This quick tracepipe patch is an attempt to make it trivial for a
developer to generate debugging traces in the kernel and get them to
mass storage without having the tracing enormously skew behaviour. It
is built off of Greg's debugfs and Linus' advocacy of efficient buffer
transit with pipes and pipe_buffers.
A kernel subsystem registers a file in debugfs and gets a struct cookie
in return. The file that is created uses fs/pipe's file_operations but
wraps its own open and release tracking around it.
While it's running the kernel subsystem can send binary blobs, less than
the length of a page, down this channel. The blobs are copied into
per-cpu lists of pages. Cutesy little headers with get_cycles() and the
cpu id are prepended to each blob. The traces are only recorded if user
space has open references to the file.
As the pages fill they're kicked off to a work_struct worker who puts
them in the bufs[] array in the debugfs pipe file. Userspace can then
do whatever it wants with the data via the pipe. One can imagine it
wanting to splice() these pages to disk in huge batches, or perhaps some
zero-copy network card, etc. I've only tested this so far as verifying
that 'cat' is able to push data into a regular file.

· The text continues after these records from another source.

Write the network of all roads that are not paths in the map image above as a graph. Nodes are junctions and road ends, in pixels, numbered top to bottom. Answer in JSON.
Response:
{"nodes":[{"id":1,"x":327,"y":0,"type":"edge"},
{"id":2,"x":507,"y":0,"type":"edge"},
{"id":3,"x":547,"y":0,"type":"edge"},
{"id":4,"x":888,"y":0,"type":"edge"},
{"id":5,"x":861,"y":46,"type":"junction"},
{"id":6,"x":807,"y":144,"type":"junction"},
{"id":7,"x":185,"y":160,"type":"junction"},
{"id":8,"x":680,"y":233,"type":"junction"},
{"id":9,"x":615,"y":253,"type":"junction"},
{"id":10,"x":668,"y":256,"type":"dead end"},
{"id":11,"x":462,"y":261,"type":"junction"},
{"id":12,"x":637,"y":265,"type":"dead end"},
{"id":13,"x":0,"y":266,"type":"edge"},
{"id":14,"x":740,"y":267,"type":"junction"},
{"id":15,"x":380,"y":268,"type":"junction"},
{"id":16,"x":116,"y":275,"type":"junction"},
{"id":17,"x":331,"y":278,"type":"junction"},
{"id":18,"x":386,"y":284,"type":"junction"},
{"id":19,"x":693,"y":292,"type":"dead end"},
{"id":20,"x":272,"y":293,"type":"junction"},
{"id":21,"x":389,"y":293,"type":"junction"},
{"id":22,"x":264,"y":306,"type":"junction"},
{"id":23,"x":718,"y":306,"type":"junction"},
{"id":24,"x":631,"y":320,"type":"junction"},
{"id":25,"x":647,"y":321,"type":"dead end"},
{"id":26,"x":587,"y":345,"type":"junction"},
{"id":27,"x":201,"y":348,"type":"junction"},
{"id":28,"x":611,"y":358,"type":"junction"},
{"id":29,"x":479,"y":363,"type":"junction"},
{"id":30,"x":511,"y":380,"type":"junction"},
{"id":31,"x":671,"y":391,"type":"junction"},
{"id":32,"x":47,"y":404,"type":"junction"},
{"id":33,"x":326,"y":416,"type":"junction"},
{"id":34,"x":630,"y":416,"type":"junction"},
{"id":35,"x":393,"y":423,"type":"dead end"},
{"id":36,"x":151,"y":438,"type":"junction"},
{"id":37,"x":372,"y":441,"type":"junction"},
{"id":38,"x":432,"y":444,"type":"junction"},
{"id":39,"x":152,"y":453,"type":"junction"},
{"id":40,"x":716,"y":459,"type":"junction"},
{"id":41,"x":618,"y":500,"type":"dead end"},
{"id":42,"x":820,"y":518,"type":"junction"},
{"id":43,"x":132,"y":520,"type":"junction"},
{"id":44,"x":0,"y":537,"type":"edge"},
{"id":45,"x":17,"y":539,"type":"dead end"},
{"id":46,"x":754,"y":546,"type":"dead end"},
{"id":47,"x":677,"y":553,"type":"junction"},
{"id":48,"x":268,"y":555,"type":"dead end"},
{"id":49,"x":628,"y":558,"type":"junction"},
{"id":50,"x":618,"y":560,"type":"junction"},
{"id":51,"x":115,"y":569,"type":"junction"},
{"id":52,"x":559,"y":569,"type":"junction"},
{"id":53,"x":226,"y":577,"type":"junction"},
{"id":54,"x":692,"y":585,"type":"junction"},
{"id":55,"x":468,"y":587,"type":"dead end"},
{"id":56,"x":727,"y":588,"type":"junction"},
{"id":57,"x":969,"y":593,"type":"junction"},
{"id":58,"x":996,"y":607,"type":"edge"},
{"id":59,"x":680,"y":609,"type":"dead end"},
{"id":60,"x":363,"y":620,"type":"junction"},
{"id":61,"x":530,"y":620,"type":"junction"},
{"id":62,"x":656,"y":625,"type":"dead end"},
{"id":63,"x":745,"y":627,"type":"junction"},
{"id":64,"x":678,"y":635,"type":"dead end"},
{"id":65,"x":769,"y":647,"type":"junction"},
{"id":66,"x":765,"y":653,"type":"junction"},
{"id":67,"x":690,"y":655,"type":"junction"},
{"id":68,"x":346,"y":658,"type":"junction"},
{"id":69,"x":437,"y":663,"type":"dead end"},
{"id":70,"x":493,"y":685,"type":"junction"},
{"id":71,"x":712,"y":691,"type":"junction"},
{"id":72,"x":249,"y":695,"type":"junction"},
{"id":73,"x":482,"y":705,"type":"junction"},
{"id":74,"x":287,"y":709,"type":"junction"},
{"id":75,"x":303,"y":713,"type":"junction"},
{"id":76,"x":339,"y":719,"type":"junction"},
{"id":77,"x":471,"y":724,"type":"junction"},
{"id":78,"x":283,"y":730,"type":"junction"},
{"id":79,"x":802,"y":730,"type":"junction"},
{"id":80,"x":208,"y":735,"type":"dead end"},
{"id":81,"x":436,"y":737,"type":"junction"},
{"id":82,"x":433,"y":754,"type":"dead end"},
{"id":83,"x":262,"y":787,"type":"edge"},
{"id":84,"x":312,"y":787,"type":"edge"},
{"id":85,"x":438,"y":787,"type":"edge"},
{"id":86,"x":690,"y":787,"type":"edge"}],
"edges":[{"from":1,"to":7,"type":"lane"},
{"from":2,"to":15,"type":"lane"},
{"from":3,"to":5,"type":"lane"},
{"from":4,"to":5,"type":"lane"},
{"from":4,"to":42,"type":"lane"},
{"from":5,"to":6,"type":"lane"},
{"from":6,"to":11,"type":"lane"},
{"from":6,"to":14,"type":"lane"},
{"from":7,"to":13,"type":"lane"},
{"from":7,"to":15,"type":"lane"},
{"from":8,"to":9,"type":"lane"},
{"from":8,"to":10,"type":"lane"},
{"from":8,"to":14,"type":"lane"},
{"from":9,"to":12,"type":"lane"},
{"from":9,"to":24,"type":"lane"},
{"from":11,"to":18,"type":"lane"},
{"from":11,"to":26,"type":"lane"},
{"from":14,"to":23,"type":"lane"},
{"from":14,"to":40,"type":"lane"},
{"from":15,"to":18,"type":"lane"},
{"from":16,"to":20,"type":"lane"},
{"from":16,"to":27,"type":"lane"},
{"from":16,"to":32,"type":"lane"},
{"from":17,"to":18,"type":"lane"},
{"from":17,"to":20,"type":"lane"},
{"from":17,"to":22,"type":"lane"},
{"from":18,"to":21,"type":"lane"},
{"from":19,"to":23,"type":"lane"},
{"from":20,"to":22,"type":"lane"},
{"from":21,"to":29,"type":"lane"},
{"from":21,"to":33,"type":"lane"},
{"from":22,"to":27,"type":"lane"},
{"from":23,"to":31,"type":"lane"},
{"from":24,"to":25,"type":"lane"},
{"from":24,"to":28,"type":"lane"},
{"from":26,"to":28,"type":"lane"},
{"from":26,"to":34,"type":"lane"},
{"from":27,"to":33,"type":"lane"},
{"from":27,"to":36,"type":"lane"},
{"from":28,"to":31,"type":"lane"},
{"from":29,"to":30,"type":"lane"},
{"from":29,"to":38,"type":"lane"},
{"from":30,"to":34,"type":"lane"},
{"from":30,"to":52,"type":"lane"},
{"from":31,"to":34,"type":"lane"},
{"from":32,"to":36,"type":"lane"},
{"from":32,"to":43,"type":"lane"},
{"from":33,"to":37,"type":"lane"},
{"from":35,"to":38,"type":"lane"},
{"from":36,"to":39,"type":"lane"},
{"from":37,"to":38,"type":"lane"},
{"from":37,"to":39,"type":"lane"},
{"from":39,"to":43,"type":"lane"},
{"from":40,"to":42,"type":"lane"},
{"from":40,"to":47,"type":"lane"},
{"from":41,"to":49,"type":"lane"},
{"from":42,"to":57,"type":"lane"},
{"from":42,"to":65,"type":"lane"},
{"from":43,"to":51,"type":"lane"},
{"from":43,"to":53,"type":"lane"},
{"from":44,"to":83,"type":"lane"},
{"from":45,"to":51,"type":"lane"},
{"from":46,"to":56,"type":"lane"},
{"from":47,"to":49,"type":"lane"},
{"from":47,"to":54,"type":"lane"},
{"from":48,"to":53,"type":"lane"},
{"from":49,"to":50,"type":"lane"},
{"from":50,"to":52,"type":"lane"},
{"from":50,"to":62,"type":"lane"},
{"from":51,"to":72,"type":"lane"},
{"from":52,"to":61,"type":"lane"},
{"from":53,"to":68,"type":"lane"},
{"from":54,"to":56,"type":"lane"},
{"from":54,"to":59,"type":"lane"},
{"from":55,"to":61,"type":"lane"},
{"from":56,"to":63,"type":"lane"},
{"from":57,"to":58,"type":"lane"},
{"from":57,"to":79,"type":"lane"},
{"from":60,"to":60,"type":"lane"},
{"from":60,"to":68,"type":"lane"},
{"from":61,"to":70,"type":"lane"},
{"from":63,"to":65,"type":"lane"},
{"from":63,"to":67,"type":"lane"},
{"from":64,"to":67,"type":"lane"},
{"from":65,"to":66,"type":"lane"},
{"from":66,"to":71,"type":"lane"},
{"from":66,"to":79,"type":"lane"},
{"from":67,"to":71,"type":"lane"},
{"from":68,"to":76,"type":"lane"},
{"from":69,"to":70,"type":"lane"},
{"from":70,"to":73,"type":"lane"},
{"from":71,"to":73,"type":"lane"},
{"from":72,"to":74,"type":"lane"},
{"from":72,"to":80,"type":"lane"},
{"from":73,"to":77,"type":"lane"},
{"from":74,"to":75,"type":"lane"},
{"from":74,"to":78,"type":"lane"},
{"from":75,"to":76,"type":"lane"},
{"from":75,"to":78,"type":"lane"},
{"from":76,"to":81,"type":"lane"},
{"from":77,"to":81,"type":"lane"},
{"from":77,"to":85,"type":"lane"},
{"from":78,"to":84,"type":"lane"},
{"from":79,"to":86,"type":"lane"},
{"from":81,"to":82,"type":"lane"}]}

I didn't aim for for optimal behaviour before sending this patch out.
I'm looking for comments. There's lots of room for improvement,
particularly in reducing synchronization between cpus (not as it fills
each dinky page) and in more flexible buffering semantics. As written
there is no support for cyclic lists of pages rather than streaming nor
are a huge amount of pending pages allowed. debugfs masks the mode of
the file so it appears to be a regular file, but that'd be trivial to
fix if this is methodology is useful.
Thoughts? I, for one, am tired of writing throw-away per-cpu tracing
patches ;)
Zach Brown wrote:
> Thoughts? I, for one, am tired of writing throw-away per-cpu tracing
> patches ;)
Have you taken a look at relayfs and ltt?
Karim
--
Author, Speaker, Developer, Consultant
Pushing Embedded and Real-Time Linux Systems Beyond the Limits
http://www.opersys.com || [email protected] || 1-866-677-4546
Karim Yaghmour wrote:
> Zach Brown wrote:
>
>>Thoughts? I, for one, am tired of writing throw-away per-cpu tracing
>>patches ;)
>
> Have you taken a look at relayfs and ltt?
Only briefly. They've always seemed more involved than the sort of
thing I was after. I'll try and sit down and investigate in more detail.
Zach Brown wrote:
> Only briefly. They've always seemed more involved than the sort of
> thing I was after. I'll try and sit down and investigate in more detail.
There's definitely an opportunity for interfacing here. If nothing else,
this clearly shows the interest for the kind of things both relayfs and
ltt attempt to achieve.
So here are a few comments regading the implementation and how this
relates to the stuff I'm working on.
> While it's running the kernel subsystem can send binary blobs, less than
> the length of a page, down this channel. The blobs are copied into
> per-cpu lists of pages. Cutesy little headers with get_cycles() and the
> cpu id are prepended to each blob. The traces are only recorded if user
> space has open references to the file.
In the case of LTT, we just open one relay channel per cpu. This avoids
having to write the CPUID to the trace, that's 2 bytes less per event,
and also avoids any need for synchronization.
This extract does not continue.